In dit geval doseert het voersysteem 1 vers voer zo spoedig mogelijk bij de voerhekken 31a, 31d, 31f, 319. En daarbij wordt het aanvullende voerhek 31g alvast bijgevoerd, terwijl dat voerhek 31g nog geen voerbehoefte heeft. M.a.w. het aanvullende voerhek 31g ontvangt vroegtijdig voer, hetgeen enigszins ten koste gaat van de versheid, maar als voordeel heeft dat de houder 12 van de voerwagen 10 nauwkeuriger geladen kan worden.
Als alternatief (optie 2) kan het regelsysteem 35 zijn geprogrammeerd om na het eerste tijdstip te wachten totdat het aanvullende voerhek 31g op basis van het voercriterium een voerbehoefte heeft gekregen, en pas daarna het voerlaadsysteem 20 te besturen om te beginnen met het laden van de berekende te laden hoeveelheid voer uit de voerkeuken 7 in de houder 12 van de voerwagen 10, en om vervolgens de voerwagen 10 te besturen om de geladen hoeveelheid voer naar de voerhekken 31a, 31d, 31f, 31g te brengen en daar af te geven.

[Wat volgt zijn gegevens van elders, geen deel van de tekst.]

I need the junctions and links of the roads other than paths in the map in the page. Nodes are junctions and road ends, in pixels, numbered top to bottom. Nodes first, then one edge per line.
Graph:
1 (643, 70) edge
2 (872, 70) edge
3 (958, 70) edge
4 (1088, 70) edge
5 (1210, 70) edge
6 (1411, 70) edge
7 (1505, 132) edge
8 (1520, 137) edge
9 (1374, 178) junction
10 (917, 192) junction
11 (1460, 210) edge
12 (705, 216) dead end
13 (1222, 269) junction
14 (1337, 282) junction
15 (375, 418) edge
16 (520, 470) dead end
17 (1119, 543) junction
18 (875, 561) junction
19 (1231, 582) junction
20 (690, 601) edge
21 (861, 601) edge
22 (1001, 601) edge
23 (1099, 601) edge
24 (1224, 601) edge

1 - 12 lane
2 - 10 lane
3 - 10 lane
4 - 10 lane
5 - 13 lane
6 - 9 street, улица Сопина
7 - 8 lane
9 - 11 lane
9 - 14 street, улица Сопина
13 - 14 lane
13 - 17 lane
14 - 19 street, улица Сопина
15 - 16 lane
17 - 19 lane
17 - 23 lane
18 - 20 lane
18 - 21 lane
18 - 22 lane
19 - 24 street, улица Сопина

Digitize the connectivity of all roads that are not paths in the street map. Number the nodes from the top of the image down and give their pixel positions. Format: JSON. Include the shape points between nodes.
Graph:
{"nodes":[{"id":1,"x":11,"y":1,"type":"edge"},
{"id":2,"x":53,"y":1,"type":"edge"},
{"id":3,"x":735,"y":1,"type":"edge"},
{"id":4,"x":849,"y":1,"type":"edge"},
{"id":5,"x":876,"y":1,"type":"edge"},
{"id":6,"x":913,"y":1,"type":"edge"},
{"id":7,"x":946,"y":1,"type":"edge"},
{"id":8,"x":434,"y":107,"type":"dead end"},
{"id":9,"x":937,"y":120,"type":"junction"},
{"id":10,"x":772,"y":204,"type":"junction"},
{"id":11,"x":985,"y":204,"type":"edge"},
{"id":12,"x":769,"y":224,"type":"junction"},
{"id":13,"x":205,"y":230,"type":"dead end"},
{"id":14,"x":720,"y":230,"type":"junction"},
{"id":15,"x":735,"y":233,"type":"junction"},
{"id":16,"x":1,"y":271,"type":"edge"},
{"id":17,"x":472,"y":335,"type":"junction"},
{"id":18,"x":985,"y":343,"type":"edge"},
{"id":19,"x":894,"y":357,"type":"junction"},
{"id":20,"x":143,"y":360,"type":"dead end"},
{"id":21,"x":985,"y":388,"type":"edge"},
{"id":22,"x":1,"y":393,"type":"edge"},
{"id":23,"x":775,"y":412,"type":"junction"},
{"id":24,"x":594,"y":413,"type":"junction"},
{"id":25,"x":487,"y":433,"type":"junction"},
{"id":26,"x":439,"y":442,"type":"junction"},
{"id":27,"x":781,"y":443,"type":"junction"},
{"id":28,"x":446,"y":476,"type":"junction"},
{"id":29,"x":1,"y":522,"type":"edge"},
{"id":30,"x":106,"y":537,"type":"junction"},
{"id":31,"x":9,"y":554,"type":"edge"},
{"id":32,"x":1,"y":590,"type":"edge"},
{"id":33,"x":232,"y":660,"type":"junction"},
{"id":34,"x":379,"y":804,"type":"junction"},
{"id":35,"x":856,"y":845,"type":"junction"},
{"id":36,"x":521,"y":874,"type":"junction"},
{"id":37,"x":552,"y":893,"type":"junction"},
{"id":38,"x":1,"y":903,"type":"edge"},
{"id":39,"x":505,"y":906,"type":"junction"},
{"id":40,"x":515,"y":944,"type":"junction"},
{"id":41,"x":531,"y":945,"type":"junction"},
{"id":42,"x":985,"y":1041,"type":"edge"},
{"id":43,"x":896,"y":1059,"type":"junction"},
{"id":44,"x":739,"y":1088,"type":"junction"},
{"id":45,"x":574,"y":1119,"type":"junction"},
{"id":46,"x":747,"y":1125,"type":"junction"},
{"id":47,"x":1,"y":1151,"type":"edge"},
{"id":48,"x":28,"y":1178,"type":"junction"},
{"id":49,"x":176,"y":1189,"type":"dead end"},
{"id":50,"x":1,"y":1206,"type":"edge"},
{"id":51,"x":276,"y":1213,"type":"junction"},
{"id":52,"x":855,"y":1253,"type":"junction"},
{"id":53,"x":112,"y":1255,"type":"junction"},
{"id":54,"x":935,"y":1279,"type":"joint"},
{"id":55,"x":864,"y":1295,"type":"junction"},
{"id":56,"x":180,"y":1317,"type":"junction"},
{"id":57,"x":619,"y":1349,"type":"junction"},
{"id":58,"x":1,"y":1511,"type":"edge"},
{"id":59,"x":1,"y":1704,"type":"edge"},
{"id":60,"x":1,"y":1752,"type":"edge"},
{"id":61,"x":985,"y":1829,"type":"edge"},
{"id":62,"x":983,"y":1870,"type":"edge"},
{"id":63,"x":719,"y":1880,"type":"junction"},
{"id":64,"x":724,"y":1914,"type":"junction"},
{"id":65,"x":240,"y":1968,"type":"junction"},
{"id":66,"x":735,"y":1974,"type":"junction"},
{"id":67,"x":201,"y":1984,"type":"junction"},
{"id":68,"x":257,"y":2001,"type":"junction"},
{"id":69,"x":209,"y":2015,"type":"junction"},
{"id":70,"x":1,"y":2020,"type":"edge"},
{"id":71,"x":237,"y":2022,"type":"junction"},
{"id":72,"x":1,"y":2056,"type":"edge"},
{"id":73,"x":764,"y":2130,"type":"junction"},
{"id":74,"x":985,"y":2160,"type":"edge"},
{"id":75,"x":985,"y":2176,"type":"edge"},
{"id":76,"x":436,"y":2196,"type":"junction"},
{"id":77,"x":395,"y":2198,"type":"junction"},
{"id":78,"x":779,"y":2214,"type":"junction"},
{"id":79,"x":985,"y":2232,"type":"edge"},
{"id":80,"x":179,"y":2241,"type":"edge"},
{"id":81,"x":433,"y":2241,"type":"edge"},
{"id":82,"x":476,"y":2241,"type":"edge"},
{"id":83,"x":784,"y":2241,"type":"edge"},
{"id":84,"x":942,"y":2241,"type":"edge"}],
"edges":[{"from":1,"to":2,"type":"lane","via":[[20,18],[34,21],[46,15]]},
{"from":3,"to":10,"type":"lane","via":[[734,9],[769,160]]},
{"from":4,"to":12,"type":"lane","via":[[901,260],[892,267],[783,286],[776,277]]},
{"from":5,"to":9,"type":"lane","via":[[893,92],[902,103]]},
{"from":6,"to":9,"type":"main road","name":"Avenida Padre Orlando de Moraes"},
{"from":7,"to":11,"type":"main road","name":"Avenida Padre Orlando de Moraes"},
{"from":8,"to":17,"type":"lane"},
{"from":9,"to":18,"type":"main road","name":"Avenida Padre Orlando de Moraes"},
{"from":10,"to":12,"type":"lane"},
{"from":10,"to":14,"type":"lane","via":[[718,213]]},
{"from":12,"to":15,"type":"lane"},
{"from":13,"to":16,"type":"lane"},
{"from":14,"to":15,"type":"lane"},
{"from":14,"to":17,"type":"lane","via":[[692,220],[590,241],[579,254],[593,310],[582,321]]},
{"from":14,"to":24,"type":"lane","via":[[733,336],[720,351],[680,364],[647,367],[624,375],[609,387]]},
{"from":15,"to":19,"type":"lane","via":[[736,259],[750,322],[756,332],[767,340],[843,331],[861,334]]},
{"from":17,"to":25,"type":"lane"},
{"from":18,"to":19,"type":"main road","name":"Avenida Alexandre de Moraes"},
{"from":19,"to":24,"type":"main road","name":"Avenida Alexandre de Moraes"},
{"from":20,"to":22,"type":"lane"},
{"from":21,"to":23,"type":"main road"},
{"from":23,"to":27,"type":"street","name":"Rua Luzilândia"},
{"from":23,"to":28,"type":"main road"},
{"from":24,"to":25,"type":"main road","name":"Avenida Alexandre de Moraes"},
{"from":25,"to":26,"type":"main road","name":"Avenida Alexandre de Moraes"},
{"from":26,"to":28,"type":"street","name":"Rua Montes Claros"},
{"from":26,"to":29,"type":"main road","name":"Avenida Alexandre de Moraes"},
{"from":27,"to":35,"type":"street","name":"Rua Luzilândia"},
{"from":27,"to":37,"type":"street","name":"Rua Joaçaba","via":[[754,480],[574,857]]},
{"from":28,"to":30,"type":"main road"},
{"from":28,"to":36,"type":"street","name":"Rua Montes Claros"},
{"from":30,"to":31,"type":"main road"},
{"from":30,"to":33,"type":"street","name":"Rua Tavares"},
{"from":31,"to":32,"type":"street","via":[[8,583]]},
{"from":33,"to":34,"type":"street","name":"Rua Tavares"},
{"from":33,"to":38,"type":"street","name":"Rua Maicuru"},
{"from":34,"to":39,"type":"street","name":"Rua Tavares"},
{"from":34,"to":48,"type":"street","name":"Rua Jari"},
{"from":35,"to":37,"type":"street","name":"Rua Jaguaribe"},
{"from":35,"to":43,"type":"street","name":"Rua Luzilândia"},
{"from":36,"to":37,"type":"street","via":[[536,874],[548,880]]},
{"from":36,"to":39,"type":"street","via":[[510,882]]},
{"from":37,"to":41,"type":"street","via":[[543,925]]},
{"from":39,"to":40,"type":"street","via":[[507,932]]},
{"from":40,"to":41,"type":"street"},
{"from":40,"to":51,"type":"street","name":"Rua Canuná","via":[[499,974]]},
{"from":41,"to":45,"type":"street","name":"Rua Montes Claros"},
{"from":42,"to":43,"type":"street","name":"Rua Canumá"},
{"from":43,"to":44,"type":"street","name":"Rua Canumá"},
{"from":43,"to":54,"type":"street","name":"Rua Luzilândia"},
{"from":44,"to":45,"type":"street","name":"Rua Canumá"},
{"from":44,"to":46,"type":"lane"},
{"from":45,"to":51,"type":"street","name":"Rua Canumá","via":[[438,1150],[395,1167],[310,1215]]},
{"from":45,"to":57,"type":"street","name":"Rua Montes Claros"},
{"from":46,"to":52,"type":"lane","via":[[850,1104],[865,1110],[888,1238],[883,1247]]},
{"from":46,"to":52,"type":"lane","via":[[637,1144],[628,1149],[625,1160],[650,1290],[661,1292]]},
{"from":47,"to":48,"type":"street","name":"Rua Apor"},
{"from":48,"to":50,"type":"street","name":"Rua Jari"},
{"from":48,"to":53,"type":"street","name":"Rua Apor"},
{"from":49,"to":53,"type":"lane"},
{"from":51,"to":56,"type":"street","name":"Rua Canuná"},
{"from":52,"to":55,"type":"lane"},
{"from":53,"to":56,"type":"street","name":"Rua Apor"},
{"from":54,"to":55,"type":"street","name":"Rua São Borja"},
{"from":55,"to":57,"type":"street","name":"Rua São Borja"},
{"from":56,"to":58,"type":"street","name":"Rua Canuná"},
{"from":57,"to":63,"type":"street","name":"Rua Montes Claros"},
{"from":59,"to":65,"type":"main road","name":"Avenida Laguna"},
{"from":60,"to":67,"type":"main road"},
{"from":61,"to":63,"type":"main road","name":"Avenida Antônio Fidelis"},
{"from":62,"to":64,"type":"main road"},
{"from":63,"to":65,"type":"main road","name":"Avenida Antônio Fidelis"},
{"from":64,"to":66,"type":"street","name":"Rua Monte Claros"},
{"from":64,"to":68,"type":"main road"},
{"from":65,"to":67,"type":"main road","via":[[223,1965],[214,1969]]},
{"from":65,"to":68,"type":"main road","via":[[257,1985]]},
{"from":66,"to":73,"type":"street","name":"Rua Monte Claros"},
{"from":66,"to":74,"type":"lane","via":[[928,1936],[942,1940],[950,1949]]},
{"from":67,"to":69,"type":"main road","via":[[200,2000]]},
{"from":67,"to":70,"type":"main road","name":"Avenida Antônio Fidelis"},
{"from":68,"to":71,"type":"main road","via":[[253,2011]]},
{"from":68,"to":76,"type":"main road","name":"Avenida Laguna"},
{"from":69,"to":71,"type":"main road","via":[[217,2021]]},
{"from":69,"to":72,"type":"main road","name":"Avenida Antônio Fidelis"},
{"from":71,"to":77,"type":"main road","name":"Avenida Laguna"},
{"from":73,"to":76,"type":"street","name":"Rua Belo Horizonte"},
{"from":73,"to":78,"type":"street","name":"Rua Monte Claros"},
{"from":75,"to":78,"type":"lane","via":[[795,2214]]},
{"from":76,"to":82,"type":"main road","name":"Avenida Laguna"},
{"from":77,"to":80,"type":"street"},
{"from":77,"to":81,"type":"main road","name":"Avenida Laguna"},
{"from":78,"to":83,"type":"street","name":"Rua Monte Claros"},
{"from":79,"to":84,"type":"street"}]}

In dit geval brengt de voerwagen 10 op het eerste tijdstip nog geen voer naar het eerste voerhek 31a of de verdere voerhekken 31d en 31f, ook al hebben deze dan al een voerbehoefte. Bij deze voerhekken 314, 31d, 31f zou dan gedurende een korte tijdsduur te weinig of zelfs helemaal geen voer beschikbaar kunnen zijn, maar dit risico is aanvaardbaar om te voorkomen dat de voerwagen 10 te kleine batches voer rondbrengt en om nauwkeuriger volgens het voorgeschreven recept te kunnen laden.
Het is mogelijk om de hierboven beschreven opties 1 en 2 te combineren.
Bijvoorbeeld kan het regelsysteem 35 zijn geprogrammeerd om eerst optie 1 uit te voeren, maar als bijvoorbeeld op basis van het tweede, minder strenge voercriterium nog steeds te weinig aanvullende voerhekken kunnen worden gekozen om de houder 12 van de voerwagen 10 boven de minimale voerbelading te vullen, kan het regelsysteem 35 vervolgens optie 2 uitvoeren.
Het hierboven beschreven voersysteem 1 heeft de voordelen van vraaggestuurd voeren, d.w.z. gewaarborgd is dat de dieren 9 altijd voldoende voer tot hun beschikking hebben, waarbij de kwaliteit van het voer, in het bijzonder de versheid, zo goed mogelijk behouden blijft, terwijl verder wordt voorkomen dat de vraaggestuurde voerwagen 10 kleine batches voer rondbrengt, zodat de capaciteit van de houder 12 beter wordt benut en de capaciteit van het vraaggestuurde voersysteem 1 gedurende de dag groter is, en verder nauwkeuriger volgens het voorgeschreven recept kan worden gevoerd.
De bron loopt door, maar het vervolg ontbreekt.